From: Ben Dougall (bend@freenet.co.uk)
Date: Fri Jun 27 2003 - 10:44:15 EDT
i'm a bit confused. i thought that this type of thing was already
pretty well covered by the various unicode resources? (i guess there's
a strong chance not, if you're asking this question).
this is the way i see it:
it's for you to decide which format you internally normalise to (i'm
not even sure if that's the right word). to which specific *base
format* you decide to adhere to. (i'm talking about things like do you
treat text in a composed or decomposed form for example). it doesn't
matter which internal base format you choose, so long as you stick to
it and never try to compare two texts in different 'base formats'. then
on top of that you'd need to also apply a way to make use of character
mappings - when you get various versions of characters amounting to the
same meaning. (there's different levels to that and decisions for you
to make - no right nor wrong. the extent to which you allow various
character to amount to the same one. (this includes case mappings for
example obviously)
i don't see how language differences come into this. the japanese no
space thing you mention: if someone types in a particular phrase, in
japanese (therefore without spaces, if that is actually the case), then
the search will not try and use spaces. and the text that they're
searching will not be using spaces as it'll also be in japanese.

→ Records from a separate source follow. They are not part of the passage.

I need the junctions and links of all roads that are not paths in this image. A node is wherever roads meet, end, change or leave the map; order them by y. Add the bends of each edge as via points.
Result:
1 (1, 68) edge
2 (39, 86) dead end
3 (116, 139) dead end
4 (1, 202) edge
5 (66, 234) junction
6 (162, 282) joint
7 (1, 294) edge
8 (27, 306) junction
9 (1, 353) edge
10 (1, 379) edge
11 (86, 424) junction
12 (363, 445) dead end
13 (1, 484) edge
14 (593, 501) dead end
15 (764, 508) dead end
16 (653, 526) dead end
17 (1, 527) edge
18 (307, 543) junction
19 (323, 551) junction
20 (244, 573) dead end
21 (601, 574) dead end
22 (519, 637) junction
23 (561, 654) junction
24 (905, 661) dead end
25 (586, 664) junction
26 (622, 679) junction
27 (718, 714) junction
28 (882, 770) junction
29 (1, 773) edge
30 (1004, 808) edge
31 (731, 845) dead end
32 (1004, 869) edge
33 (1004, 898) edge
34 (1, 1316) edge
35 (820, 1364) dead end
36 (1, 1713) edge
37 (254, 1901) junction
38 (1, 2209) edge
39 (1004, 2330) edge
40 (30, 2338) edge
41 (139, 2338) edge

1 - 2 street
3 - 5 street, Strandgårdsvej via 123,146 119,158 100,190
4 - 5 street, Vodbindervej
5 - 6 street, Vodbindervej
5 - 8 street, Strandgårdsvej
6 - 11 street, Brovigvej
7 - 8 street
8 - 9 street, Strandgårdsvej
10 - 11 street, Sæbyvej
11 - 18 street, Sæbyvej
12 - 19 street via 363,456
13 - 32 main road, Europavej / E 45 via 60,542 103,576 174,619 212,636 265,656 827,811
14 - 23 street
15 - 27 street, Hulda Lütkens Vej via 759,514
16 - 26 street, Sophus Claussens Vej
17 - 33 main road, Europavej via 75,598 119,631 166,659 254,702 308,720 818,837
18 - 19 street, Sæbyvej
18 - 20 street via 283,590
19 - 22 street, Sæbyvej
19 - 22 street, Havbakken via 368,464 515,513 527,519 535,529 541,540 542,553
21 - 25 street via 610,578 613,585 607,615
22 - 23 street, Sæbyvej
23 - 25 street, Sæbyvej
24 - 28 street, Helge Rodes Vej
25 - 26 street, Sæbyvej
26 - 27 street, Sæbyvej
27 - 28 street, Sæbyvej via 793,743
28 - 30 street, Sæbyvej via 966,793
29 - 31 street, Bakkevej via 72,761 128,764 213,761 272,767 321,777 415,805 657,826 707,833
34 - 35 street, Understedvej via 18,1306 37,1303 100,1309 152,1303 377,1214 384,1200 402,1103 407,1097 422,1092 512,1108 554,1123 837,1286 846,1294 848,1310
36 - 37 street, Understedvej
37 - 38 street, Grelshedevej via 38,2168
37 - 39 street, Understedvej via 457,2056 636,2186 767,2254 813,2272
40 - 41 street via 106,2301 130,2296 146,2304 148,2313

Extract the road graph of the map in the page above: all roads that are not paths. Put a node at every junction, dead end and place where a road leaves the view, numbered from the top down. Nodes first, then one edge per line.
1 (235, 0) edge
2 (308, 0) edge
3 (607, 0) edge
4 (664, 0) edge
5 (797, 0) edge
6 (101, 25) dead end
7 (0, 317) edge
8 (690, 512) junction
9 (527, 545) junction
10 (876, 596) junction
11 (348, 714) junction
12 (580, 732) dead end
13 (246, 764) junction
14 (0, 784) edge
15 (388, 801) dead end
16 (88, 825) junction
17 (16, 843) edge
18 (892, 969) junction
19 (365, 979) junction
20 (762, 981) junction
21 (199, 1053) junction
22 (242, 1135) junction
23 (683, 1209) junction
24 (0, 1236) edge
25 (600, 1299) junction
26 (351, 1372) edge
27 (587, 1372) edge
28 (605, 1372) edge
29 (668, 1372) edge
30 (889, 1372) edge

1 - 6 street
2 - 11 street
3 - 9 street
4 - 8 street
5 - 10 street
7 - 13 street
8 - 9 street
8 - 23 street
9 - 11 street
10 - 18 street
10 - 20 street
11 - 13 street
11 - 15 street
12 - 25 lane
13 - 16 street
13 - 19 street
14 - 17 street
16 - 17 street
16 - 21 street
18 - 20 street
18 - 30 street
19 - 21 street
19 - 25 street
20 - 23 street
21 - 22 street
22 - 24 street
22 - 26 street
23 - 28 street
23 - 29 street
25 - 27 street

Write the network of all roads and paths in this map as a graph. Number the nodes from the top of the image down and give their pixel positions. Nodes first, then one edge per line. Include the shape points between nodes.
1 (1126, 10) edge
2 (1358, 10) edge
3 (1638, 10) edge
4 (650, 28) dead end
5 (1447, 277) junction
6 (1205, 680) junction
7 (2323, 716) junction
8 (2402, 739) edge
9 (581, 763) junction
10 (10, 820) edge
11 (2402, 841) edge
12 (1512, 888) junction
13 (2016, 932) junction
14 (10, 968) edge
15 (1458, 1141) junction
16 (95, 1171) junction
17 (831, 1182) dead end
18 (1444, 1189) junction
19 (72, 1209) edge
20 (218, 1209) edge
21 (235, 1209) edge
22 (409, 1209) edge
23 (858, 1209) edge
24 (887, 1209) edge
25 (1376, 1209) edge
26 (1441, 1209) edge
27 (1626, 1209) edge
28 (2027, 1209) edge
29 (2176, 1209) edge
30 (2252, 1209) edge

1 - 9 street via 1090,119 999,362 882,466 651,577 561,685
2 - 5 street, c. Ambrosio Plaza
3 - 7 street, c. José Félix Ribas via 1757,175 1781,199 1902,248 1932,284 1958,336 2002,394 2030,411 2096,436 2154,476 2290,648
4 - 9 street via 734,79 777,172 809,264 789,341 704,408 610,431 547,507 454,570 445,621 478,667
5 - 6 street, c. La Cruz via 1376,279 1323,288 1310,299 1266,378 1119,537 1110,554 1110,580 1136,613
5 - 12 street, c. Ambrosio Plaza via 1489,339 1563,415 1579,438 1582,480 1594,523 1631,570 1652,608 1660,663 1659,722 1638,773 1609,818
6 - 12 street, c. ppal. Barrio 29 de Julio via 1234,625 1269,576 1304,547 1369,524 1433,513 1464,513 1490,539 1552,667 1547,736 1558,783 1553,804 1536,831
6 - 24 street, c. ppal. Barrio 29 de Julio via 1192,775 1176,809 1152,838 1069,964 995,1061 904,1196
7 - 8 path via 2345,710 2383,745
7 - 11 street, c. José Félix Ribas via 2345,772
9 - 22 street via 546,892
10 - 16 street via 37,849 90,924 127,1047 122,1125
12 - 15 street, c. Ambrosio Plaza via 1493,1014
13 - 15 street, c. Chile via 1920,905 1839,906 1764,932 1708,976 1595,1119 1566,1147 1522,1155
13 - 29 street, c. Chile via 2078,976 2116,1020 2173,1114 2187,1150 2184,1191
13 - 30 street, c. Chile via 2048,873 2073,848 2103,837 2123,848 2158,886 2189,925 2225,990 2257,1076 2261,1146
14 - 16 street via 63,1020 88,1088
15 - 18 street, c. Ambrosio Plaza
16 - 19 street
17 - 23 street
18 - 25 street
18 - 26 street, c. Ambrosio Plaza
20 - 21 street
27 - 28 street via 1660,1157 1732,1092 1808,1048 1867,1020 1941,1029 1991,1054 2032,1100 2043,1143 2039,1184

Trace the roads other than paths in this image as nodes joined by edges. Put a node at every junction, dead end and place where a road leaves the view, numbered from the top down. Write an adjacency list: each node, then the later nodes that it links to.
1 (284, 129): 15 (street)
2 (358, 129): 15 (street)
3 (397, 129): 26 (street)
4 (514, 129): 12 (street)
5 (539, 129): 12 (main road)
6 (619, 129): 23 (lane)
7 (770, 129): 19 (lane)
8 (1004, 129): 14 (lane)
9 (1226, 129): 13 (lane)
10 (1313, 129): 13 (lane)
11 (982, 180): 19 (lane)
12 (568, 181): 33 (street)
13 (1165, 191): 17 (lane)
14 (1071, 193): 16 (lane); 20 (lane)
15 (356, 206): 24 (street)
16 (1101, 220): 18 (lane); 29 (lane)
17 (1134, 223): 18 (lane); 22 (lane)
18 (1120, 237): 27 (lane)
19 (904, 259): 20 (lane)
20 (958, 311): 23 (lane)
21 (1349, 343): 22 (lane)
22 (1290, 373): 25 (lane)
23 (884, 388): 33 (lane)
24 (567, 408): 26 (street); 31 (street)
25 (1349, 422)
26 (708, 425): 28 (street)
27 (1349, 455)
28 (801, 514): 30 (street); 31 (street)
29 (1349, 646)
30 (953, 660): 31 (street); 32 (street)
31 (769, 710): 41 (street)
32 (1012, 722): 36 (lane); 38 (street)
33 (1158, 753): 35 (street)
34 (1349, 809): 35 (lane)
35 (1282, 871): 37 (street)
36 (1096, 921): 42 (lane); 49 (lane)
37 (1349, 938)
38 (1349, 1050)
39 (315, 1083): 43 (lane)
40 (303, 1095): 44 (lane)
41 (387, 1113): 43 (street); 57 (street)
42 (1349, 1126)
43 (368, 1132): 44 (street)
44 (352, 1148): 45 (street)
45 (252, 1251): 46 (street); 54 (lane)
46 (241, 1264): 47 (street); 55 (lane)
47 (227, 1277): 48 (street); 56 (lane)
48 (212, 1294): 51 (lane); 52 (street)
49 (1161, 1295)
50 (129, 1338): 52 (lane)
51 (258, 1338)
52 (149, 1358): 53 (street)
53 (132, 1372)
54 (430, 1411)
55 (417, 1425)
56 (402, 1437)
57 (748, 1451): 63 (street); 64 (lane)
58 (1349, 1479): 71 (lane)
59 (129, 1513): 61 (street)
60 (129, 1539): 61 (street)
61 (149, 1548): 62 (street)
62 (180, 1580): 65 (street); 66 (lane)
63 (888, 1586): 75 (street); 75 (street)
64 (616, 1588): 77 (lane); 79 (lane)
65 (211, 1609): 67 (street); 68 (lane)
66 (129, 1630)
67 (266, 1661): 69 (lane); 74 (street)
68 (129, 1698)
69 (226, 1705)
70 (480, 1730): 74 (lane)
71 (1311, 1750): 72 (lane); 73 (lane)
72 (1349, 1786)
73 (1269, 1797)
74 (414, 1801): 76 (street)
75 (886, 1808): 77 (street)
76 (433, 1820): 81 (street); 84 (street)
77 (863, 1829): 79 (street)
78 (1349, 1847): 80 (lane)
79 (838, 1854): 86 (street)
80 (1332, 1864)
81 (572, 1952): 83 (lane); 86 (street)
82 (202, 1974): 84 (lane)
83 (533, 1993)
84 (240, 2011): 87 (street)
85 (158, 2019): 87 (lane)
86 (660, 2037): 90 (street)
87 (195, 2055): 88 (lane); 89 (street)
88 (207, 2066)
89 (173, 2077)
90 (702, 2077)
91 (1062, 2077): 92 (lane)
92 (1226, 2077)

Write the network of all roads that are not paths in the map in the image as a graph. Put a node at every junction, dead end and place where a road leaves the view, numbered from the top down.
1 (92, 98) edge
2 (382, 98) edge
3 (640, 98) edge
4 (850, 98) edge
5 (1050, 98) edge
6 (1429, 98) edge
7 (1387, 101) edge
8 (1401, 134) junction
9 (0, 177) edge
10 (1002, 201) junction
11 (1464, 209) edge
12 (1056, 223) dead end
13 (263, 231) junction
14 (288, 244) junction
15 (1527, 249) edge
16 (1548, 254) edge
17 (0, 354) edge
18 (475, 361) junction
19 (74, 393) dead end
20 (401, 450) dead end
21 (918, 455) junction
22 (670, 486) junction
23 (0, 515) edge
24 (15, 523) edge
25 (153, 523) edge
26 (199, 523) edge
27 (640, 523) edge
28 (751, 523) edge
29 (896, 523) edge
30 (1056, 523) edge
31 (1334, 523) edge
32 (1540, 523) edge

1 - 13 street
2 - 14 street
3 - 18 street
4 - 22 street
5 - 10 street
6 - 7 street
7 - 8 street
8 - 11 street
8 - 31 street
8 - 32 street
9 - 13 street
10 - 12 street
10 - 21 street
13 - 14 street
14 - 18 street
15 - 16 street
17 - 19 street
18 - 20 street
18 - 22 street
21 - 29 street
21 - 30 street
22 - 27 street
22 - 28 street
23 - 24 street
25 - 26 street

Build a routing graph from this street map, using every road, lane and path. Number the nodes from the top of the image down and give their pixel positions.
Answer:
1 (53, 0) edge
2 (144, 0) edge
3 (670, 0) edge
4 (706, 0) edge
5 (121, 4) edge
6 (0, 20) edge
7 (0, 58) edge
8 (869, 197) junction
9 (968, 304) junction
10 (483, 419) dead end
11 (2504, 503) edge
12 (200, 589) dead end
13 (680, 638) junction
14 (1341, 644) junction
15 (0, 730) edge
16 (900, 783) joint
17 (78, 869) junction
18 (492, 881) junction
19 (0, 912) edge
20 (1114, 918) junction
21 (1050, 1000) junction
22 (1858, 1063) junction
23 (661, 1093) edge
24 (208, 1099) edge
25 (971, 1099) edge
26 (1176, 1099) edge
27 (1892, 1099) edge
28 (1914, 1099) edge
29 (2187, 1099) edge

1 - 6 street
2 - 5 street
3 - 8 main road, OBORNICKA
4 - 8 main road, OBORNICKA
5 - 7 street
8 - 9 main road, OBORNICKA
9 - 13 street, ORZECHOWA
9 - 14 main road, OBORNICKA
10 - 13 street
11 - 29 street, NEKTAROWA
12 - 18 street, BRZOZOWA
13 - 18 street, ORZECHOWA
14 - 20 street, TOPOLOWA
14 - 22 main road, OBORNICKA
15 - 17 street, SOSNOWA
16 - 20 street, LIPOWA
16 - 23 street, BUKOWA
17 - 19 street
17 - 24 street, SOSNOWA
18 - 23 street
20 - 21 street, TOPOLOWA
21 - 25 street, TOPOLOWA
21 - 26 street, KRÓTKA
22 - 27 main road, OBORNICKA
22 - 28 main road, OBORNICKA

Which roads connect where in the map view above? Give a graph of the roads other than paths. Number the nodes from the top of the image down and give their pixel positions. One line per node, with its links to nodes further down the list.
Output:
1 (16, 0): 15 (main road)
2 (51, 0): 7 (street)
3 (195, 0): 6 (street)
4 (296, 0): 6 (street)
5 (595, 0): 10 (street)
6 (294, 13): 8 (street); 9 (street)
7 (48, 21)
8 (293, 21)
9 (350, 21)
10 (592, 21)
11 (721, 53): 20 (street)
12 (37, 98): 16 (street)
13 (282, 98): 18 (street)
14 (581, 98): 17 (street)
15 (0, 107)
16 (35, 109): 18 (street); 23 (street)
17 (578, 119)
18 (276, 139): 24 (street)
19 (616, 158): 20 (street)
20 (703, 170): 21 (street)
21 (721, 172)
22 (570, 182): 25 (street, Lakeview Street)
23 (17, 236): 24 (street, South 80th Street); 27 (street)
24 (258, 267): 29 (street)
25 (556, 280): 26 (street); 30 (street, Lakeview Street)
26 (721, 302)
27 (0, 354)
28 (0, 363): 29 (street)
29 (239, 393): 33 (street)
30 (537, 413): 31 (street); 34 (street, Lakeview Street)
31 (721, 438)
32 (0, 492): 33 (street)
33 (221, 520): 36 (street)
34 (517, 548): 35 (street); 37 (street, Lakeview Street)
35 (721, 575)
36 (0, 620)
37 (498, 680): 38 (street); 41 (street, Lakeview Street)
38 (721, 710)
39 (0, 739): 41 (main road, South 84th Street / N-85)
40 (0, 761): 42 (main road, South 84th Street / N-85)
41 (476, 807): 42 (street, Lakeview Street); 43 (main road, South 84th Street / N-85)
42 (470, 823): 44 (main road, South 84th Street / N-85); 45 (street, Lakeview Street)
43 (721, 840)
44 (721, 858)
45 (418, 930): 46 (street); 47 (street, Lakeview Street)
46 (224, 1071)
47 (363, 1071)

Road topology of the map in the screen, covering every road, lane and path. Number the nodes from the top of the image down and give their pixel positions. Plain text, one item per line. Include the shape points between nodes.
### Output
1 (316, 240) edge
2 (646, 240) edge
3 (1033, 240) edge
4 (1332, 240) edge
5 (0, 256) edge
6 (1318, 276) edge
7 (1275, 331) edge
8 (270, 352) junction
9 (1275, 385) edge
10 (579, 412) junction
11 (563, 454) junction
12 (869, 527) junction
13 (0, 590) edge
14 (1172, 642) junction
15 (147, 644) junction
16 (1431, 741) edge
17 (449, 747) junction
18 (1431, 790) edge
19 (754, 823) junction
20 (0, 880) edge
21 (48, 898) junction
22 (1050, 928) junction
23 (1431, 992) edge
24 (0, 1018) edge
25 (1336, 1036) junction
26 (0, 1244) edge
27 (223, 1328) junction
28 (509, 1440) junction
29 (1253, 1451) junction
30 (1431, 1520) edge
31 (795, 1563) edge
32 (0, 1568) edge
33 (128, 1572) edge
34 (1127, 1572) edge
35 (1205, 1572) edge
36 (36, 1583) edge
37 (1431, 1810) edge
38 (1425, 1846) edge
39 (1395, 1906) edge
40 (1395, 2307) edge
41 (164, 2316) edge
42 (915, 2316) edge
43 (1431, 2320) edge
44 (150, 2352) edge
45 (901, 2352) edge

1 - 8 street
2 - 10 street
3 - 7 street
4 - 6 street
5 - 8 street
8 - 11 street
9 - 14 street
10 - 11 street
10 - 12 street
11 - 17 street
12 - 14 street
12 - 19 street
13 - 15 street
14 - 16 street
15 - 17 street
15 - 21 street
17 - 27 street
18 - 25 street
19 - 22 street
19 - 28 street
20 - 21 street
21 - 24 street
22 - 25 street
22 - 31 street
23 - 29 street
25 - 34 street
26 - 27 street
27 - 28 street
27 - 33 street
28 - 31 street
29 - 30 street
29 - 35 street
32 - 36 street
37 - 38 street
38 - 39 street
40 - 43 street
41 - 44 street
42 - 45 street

all that 'remove' and 'replace' part - you don't have to transform the
text, surely you just have to set up rules (or filters) within the code
that says for example "a or any number of tabs + a or any number of
spaces = 1 space". and if you apply those rules *throughout*, to the
text being searched, and the text strings that are inputted and
searched for, then all'll be cool (?) maybe.
> - replace all dashes with a standard ASCII minus-hyphen
like that part. i wouldn't replace or change any text in any way. i'd
just say in the code that any dash amounts to any other dash (and 'any
dash' = what you mean by 'all dashes')
basically i wouldn't go about changing characters. just allowing them
to represent an array of characters (including nothing/no characters in
some cases maybe)
so it's 2 main basic things: convert to base format throughout, and set
up rules / filters for characters (which will make heavy use of data,
(is it the 'properties' data? - for character grouping and mappings)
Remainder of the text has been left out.